Tipóia
Reação Tardia
Por Jorge Cruz
Mostra Sesc de Cinema 2019
Em “Tipóia“, o trio Paulo Silver, Jande Silver e Lidiane Bernardino faz um trabalho exemplar de aproximação estética da realidade para deixar o espectador com as suas impressões sobre um dos períodos mais conturbados da sociedade brasileira, na transição entre 2015 e 2016. Doura essa pílula de contextualização histórica partindo de uma premissa que apavora nove em cada dez assalariados, qual seja, a de nos deparamos por um longo período em casa – na companhia da televisão e seu bombardeio de capitalismo do caos.

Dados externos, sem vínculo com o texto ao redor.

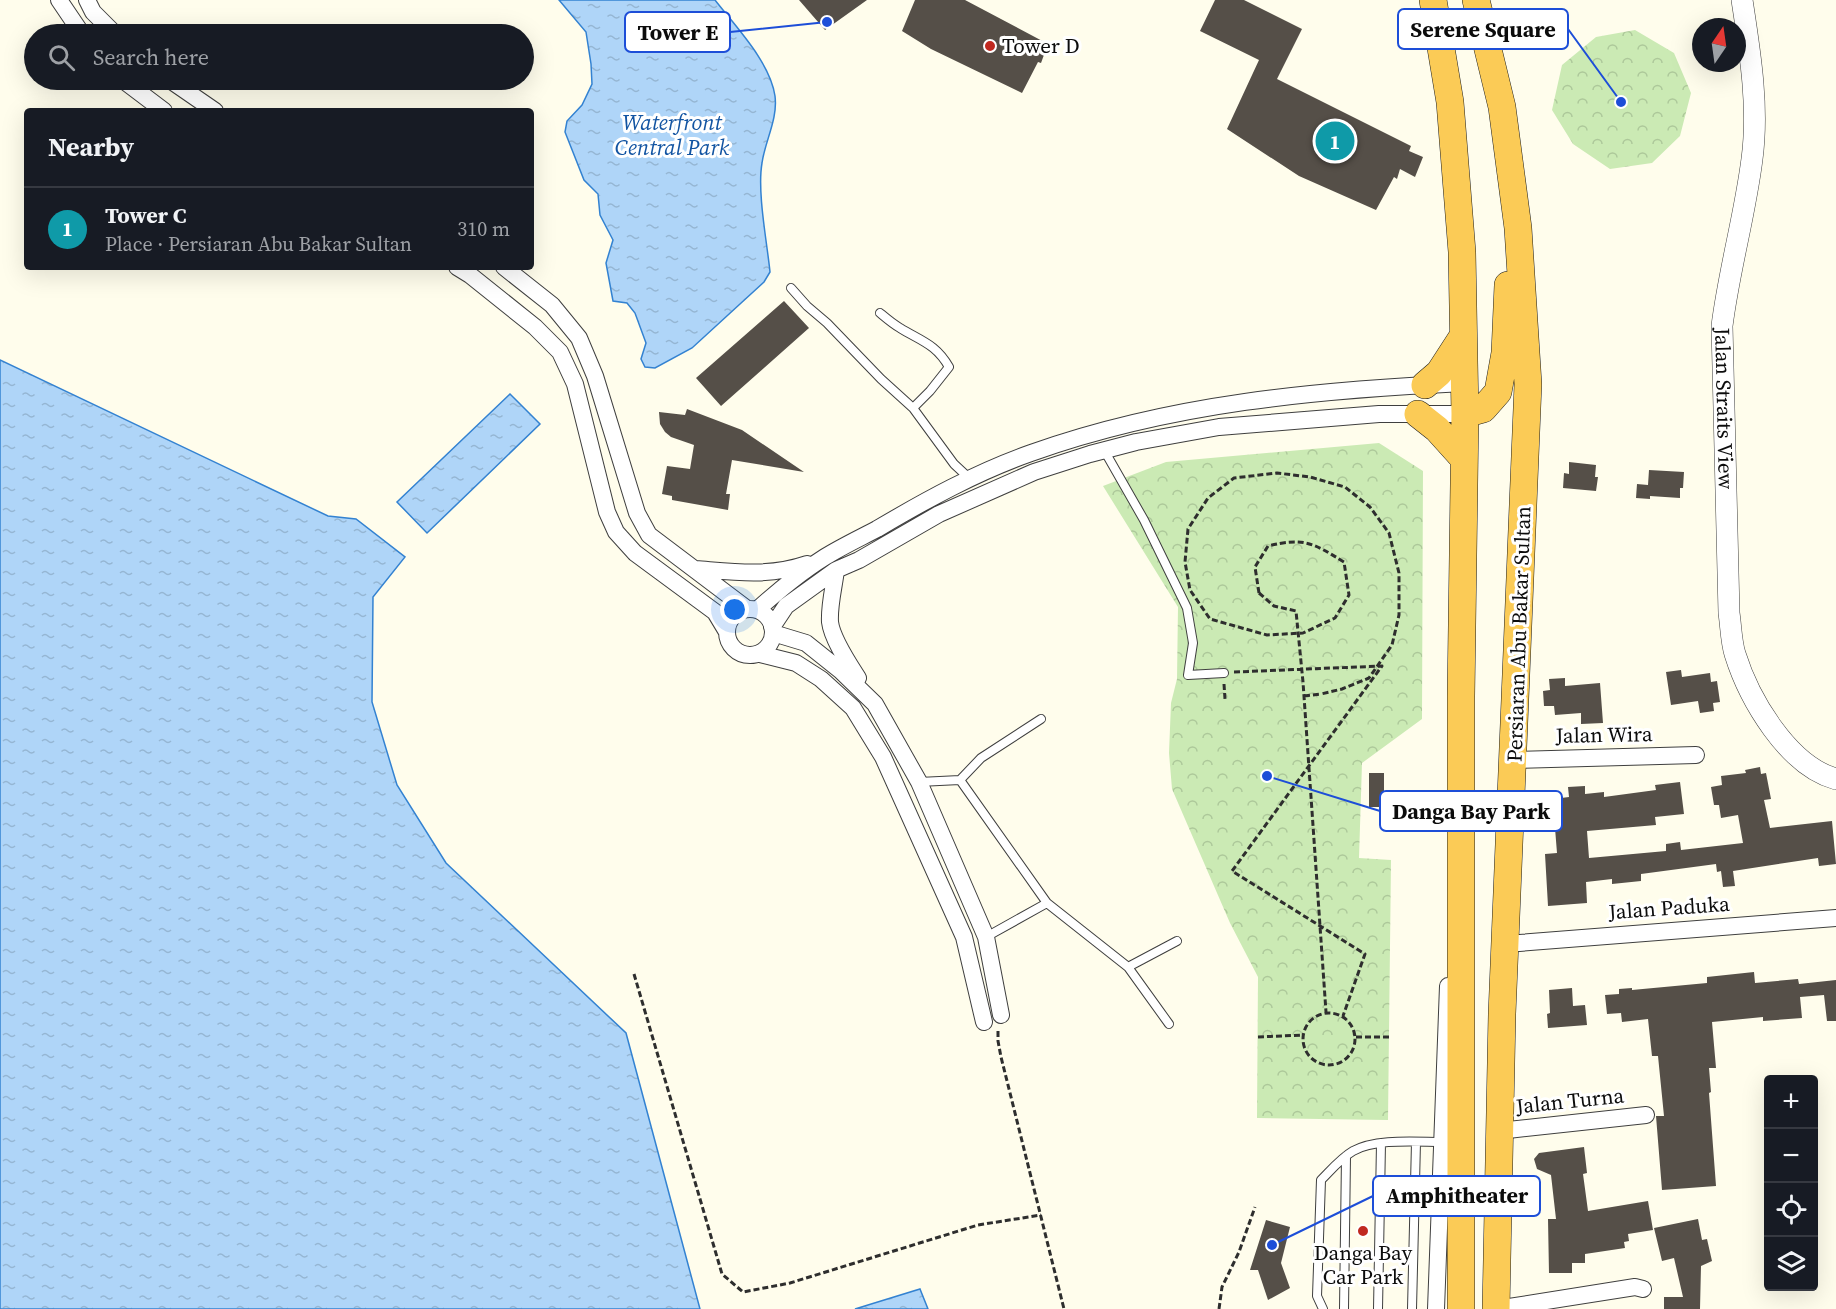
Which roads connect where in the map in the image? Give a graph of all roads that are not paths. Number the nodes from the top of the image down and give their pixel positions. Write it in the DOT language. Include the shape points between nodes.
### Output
graph roads {
  1 [pos="60,0"];
  2 [pos="87,0"];
  3 [pos="1433,0"];
  4 [pos="1476,0"];
  5 [pos="1742,0"];
  6 [pos="76,24"];
  7 [pos="106,24"];
  8 [pos="136,90"];
  9 [pos="185,90"];
  10 [pos="160,108"];
  11 [pos="211,108"];
  12 [pos="1510,164"];
  13 [pos="462,270"];
  14 [pos="508,270"];
  15 [pos="791,288"];
  16 [pos="880,313"];
  17 [pos="1463,336"];
  18 [pos="1464,383"];
  19 [pos="1425,385"];
  20 [pos="1498,392"];
  21 [pos="913,408"];
  22 [pos="1418,414"];
  23 [pos="1465,414"];
  24 [pos="1104,450"];
  25 [pos="1464,459"];
  26 [pos="969,478"];
  27 [pos="831,563"];
  28 [pos="695,569"];
  29 [pos="1520,594"];
  30 [pos="752,610"];
  31 [pos="773,630"];
  32 [pos="727,632"];
  33 [pos="760,654"];
  34 [pos="1224,673"];
  35 [pos="875,704"];
  36 [pos="1041,719"];
  37 [pos="1696,756"];
  38 [pos="1514,760"];
  39 [pos="1836,779"];
  40 [pos="960,780"];
  41 [pos="919,782"];
  42 [pos="1462,844"];
  43 [pos="1047,903"];
  44 [pos="1836,918"];
  45 [pos="986,937"];
  46 [pos="1177,941"];
  47 [pos="1506,944"];
  48 [pos="1128,967"];
  49 [pos="1001,1015"];
  50 [pos="984,1022"];
  51 [pos="1169,1024"];
  52 [pos="1646,1115"];
  53 [pos="1499,1131"];
  54 [pos="1416,1142"];
  55 [pos="1443,1142"];
  56 [pos="1381,1143"];
  57 [pos="1346,1156"];
  58 [pos="1644,1289"];
  59 [pos="1323,1309"];
  60 [pos="1344,1309"];
  61 [pos="1378,1309"];
  62 [pos="1412,1309"];
  63 [pos="1436,1309"];
  64 [pos="1461,1309"];
  65 [pos="1496,1309"];
  1 -- 6 [label="street"];
  2 -- 7 [label="street"];
  3 -- 17 [label="highway" via="1450,102 1462,252"];
  4 -- 12 [label="highway, Persiaran Abu Bakar Sultan" via="1503,107"];
  5 -- 39 [label="street, Jalan Straits View" via="1755,108 1753,157 1722,326 1734,653 1754,701 1770,726 1794,753 1827,777"];
  8 -- 10 [label="street"];
  9 -- 11 [label="street"];
  12 -- 20 [label="highway" via="1508,297"];
  12 -- 29 [label="highway, Persiaran Abu Bakar Sultan" via="1528,384"];
  13 -- 32 [label="street" via="535,327 560,352 575,384 607,512 616,532 635,554 715,612"];
  14 -- 28 [label="street" via="552,305 579,338 596,376 637,513 649,535"];
  15 -- 21 [label="lane"];
  16 -- 21 [label="lane" via="898,328 927,342 949,367"];
  17 -- 18 [label="highway"];
  17 -- 19 [label="highway" via="1439,373"];
  18 -- 19 [label="street"];
  18 -- 20 [label="highway" via="1482,384"];
  18 -- 23 [label="highway"];
  19 -- 26 [label="street" via="1219,405 1148,419 1031,453"];
  20 -- 23 [label="highway" via="1484,410"];
  20 -- 29 [label="highway" via="1511,410 1515,433"];
  21 -- 26 [label="lane"];
  22 -- 23 [label="street"];
  22 -- 24 [label="street" via="1219,427"];
  22 -- 25 [label="highway"];
  23 -- 25 [label="highway"];
  24 -- 27 [label="street" via="1034,472 939,514 859,560"];
  24 -- 34 [label="lane" via="1187,608 1193,643 1188,675"];
  25 -- 42 [label="highway"];
  26 -- 27 [label="street" via="928,499"];
  27 -- 28 [label="street" via="786,571"];
  27 -- 30 [label="street"];
  27 -- 31 [label="street" via="786,606"];
  27 -- 35 [label="street" via="830,625 845,658"];
  28 -- 30 [label="street"];
  29 -- 38 [label="highway, Persiaran Abu Bakar Sultan"];
  30 -- 31 [label="street" via="767,617"];
  30 -- 32 [label="street" via="731,618"];
  31 -- 33 [label="street" via="769,646"];
  31 -- 35 [label="street" via="806,643"];
  32 -- 33 [label="street" via="730,644 739,653"];
  33 -- 50 [label="street" via="796,663 821,679 853,708 877,747 963,938"];
  35 -- 41 [label="street"];
  36 -- 40 [label="lane" via="981,758"];
  37 -- 38 [label="street, Jalan Wira"];
  38 -- 47 [label="highway, Persiaran Abu Bakar Sultan"];
  40 -- 41 [label="lane"];
  40 -- 43 [label="lane"];
  41 -- 45 [label="street"];
  42 -- 55 [label="street" via="1450,915"];
  42 -- 64 [label="highway"];
  43 -- 45 [label="lane"];
  43 -- 48 [label="lane"];
  44 -- 47 [label="street, Jalan Paduka"];
  45 -- 49 [label="street"];
  46 -- 48 [label="lane"];
  47 -- 53 [label="highway, Persiaran Abu Bakar Sultan"];
  48 -- 51 [label="lane"];
  52 -- 53 [label="street, Jalan Turna"];
  53 -- 65 [label="highway, Persiaran Abu Bakar Sultan"];
  54 -- 55 [label="lane"];
  54 -- 56 [label="lane"];
  54 -- 62 [label="lane"];
  55 -- 63 [label="street"];
  56 -- 57 [label="lane"];
  56 -- 61 [label="lane"];
  57 -- 59 [label="lane" via="1321,1180 1317,1296"];
  57 -- 60 [label="lane"];
  58 -- 65 [label="street" via="1635,1287"];
}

Iniciando com uma brincadeira sensorial de narrativa que remete à meditação, o curta-metragem verbaliza em seus primeiros momentos sua proposta de divagação da mente. Todavia, nas representações que sucedem essa introdução, fica claro que a ideia é a de identificação imediata, com filmagem caseira onde a perda de foco é por vezes permitida. Ao som de mensagens de Whatsapp e jornais matutinos da TV aberta, “Tipóia” formula com inteligência essa mistura de sofrimento do protagonista Paulo, obrigado a ficar em casa por conta de um problema no braço, com a impotência de quem assiste o parquinho pegando fogo à distância.
Não há juízo de valor na obra, acompanhamos o personagem e seus testemunhos de discursos políticos sobre escândalos de corrupção do governo de Michel Temer convivendo com a forte propaganda em prol da Reforma da Previdência. Deixa para ser mais incisivo no trato com as artes, em especial o próprio cinema. Não sentencia a morte da produção nacional como Murilo Salles e Sandra Werneck fizeram no curta “Pornografia” de 1992. É uma obra política ao se valer das circunstâncias, escancarando a crise institucional brasileira de forma que o espectador que assim não entenda seja obrigado a repelir esse produto audiovisual.
Dentro da programação da 3ª Mostra Sesc de Cinema, o curta-metragem “Tipóia“, como representante de Alagoas, talvez seja a alegoria mais politizada do festival. Uma boa maneira de ressignificar discursos para falar muito sem se valer de discursos diretos.
Para o crítico Pedro Guedes:
Antes de qualquer imagem aparecer na tela (a não ser a logomarca da Selva Independente), surge uma narração em off que ordena que o espectador se mantenha em uma posição confortável e busque relaxar. Sim, este comando pode ter sido – e provavelmente foi – direcionado ao personagem central de “Tipoia”, mas não deixa de ser uma súplica também para o público, que, nos próximos quinze minutos, dividirá com o protagonista um sentimento de total impotência. A dor e a vulnerabilidade são primordialmente físicas, mas o aspecto psicológico de ambas é agravado pela realidade revoltante do que está ao seu redor.
Acompanhando um jovem que sofreu uma lesão no braço e, por consequência, terá que repousar em casa ao longo das próximas semanas, “Tipoia” aproveita a condição do protagonista para bombardeá-lo com um tipo de horror do qual ele dificilmente conseguirá escapar: o horror do mundo real. Em especial, do Brasil em pleno governo de Michel Temer. Assim, ao acompanhar os noticiários e ao receber as informações a respeito dos cortes nas verbas públicas e dos escândalos de corrupção que culminaram em um simples “Não renunciarei”, a única reação que resta ao personagem é a de amargar com aquilo tudo, mal podendo esboçar um reflexo mais contundente – e o fato de ter perdido o emprego conquistado há mais ou menos um mês por causa dos tais “cortes de gastos” obviamente transforma a revolta do rapaz diante do governo em uma questão pessoal.
Aliás, o diretor Paulo Silver espelha a impotência do protagonista (e do público) através de diversas experimentações com a linguagem do curta-metragem, chegando ao ponto de negativar imagens de acordo com o que está sendo dito em off. O diálogo entre o “áudio” e o “visual” é o que transforma “Tipoia” em uma experiência tão eficiente – e o fato de absorver a realidade de sua época e convertê-la em Arte só fortalece o resultado da obra como um todo.